European farm ministers are in talks to decide how best to allocate a €500m (£365m) support package from Brussels.
The European Commission is expected to provide further informal details of the emergency farm support package for member states on Monday (14 September).
These are expected to include details of new private storage schemes for the livestock and dairy sectors – as well as marketing and promotion options.
Details are also expected on the criteria that should be taken into account when calculating the potential allocation of money to each EU country.
Civil servants and officials from member states are discussing the options informally before a full meeting of European farm ministers in Luxembourg on Tuesday (15 September).
The commission announced the support package following an emergency meeting of European ministers in Brussels on 7 September.

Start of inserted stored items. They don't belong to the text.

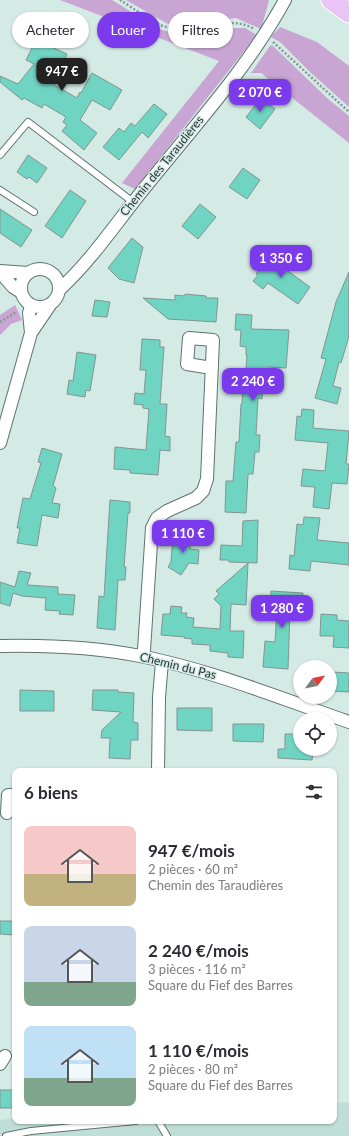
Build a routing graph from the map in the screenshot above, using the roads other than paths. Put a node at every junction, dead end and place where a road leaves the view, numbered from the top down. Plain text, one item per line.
1 (284, 0) edge
2 (331, 0) edge
3 (349, 13) edge
4 (0, 155) edge
5 (0, 190) edge
6 (133, 202) junction
7 (34, 212) dead end
8 (78, 270) junction
9 (0, 272) edge
10 (28, 273) junction
11 (54, 274) junction
12 (59, 290) junction
13 (21, 292) junction
14 (30, 305) junction
15 (50, 305) junction
16 (31, 333) junction
17 (212, 368) dead end
18 (0, 443) edge
19 (0, 646) edge
20 (141, 656) junction
21 (162, 662) junction
22 (349, 722) edge
23 (158, 768) edge
24 (12, 795) edge
25 (7, 813) edge
26 (104, 1124) edge
27 (160, 1124) edge
28 (6, 1136) edge
29 (167, 1136) edge

1 - 6 street, Chemin des Taraudières
2 - 3 highway
4 - 6 lane
5 - 7 lane
6 - 8 street, Chemin des Taraudières
8 - 11 street
8 - 12 street, Chemin des Taraudières
9 - 10 street
9 - 13 street
10 - 11 street
10 - 13 street
11 - 12 street
12 - 15 street
13 - 14 street
14 - 15 street
14 - 16 street
15 - 16 street
16 - 18 street
17 - 20 street
19 - 20 street, Chemin du Pas
20 - 21 street, Chemin du Pas
21 - 22 street, Chemin du Pas
21 - 23 street
24 - 25 street
26 - 28 lane
27 - 29 lane

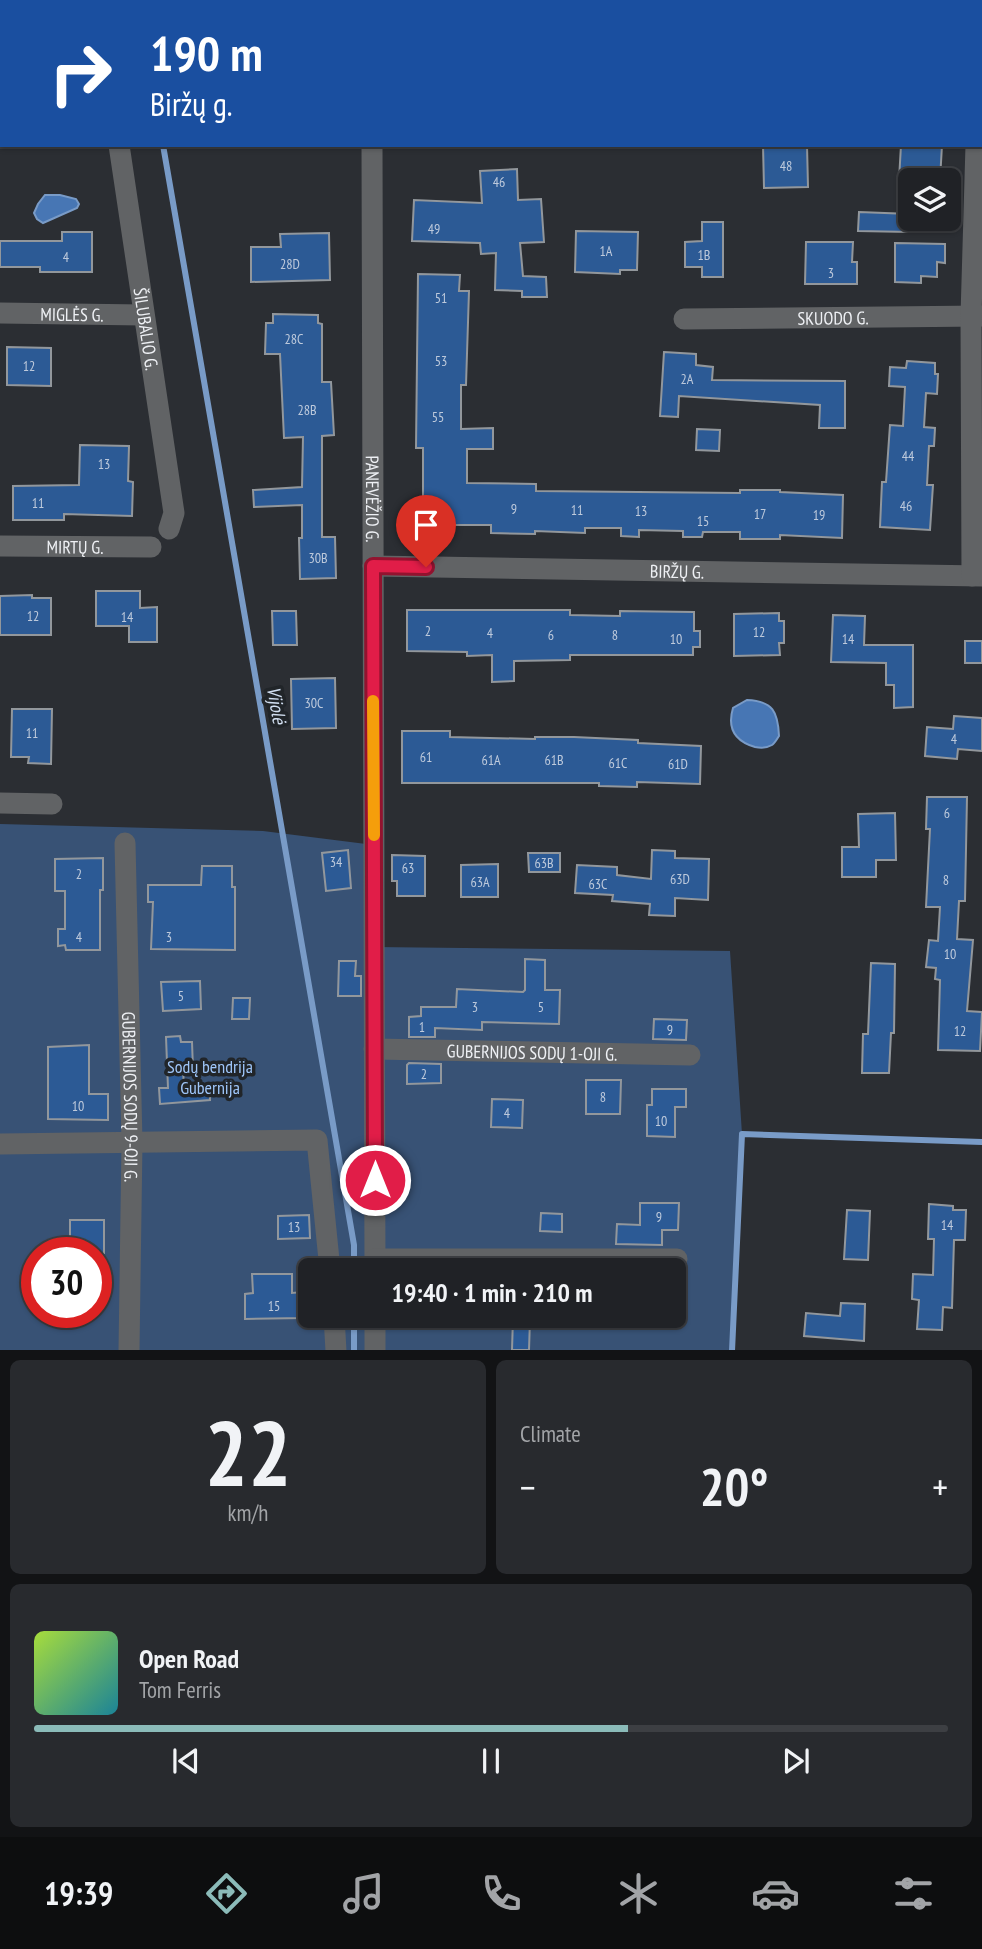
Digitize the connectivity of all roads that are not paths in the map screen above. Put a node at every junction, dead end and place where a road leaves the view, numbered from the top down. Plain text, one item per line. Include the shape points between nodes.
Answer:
1 (119, 147) edge
2 (372, 147) edge
3 (976, 147) edge
4 (0, 313) edge
5 (143, 315) junction
6 (976, 316) edge
7 (684, 319) dead end
8 (172, 521) dead end
9 (0, 546) edge
10 (151, 547) dead end
11 (373, 566) junction
12 (977, 576) edge
13 (0, 803) edge
14 (52, 804) dead end
15 (125, 843) dead end
16 (374, 1049) junction
17 (690, 1055) dead end
18 (132, 1143) junction
19 (0, 1144) edge
20 (329, 1258) edge
21 (375, 1258) edge
22 (335, 1328) edge
23 (375, 1328) edge
24 (130, 1350) edge
25 (336, 1350) edge
26 (375, 1350) edge

1 - 5 street, ŠILUBALIO G.
2 - 11 street, PANEVĖŽIO G.
3 - 6 street
4 - 5 street, MIGLĖS G.
5 - 8 street, ŠILUBALIO G.
6 - 7 street, SKUODO G.
6 - 12 street
9 - 10 street, MIRTŲ G.
11 - 12 street, BIRŽŲ G.
11 - 16 street, PANEVĖŽIO G.
13 - 14 street
15 - 18 street, GUBERNIJOS SODŲ 9-OJI G.
16 - 17 street, GUBERNIJOS SODŲ 1-OJI G.
16 - 21 street, PANEVĖŽIO G.
18 - 19 street
18 - 20 street via 317,1140
18 - 24 street, GUBERNIJOS SODŲ 9-OJI G.
22 - 25 street
23 - 26 street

The meeting saw 6,000 farmers from across the EU descend on the European capital for a day of action in protest at low food prices.
Farm ministers have already expressed strong concerns about a range of agricultural sectors, in particular the dairy and pigmeat sectors.
The commission said its response intended to address difficulties in cashflow faced by farmers, stabilise markets and address the functioning of the supply chain.
But farm leaders have described the support package as “far from sufficient”.
The proposals from Brussels included allowing member states pay up to 70% of direct payments to farmers from 16 October – some six weeks earlier than usual.
The UK has repeatedly ruled out making advance partial payments to farmers.
Defra argues that making advance payments would risk complicating the process with the result that farmers would have to wait longer for the rest of their money.
Instead, Defra secretary Liz Truss has called on Brussels to relax rules regarding administrative checks so more farmers can receive their payments promptly from 1 December.
This raises the possibility that farmers in the rest of Europe could receive their direct payments sooner than farmers in England.
The NFU has warned that such a situation would put English farmers at a competitive disadvantage to their European counterparts.
NFU vice-president Guy Smith said it would be wrong for Defra to point the finger of blame at Brussels if farm payments were delayed.
Defra – not the EU – was ultimately responsible for the IT system introduced by the Rural Payments Agency to administer payments to farmers, said Mr Smith.
Mr Smith said he was pleased Ms Truss was exploring all avenues to ensure prompt payments but problems with the computer system had already made delays a very real possibility.
“The secretary of state needs to make sure both the Rural Payments Agency and Natural England have the competence and all the resource necessary to process all claims correctly and quickly.”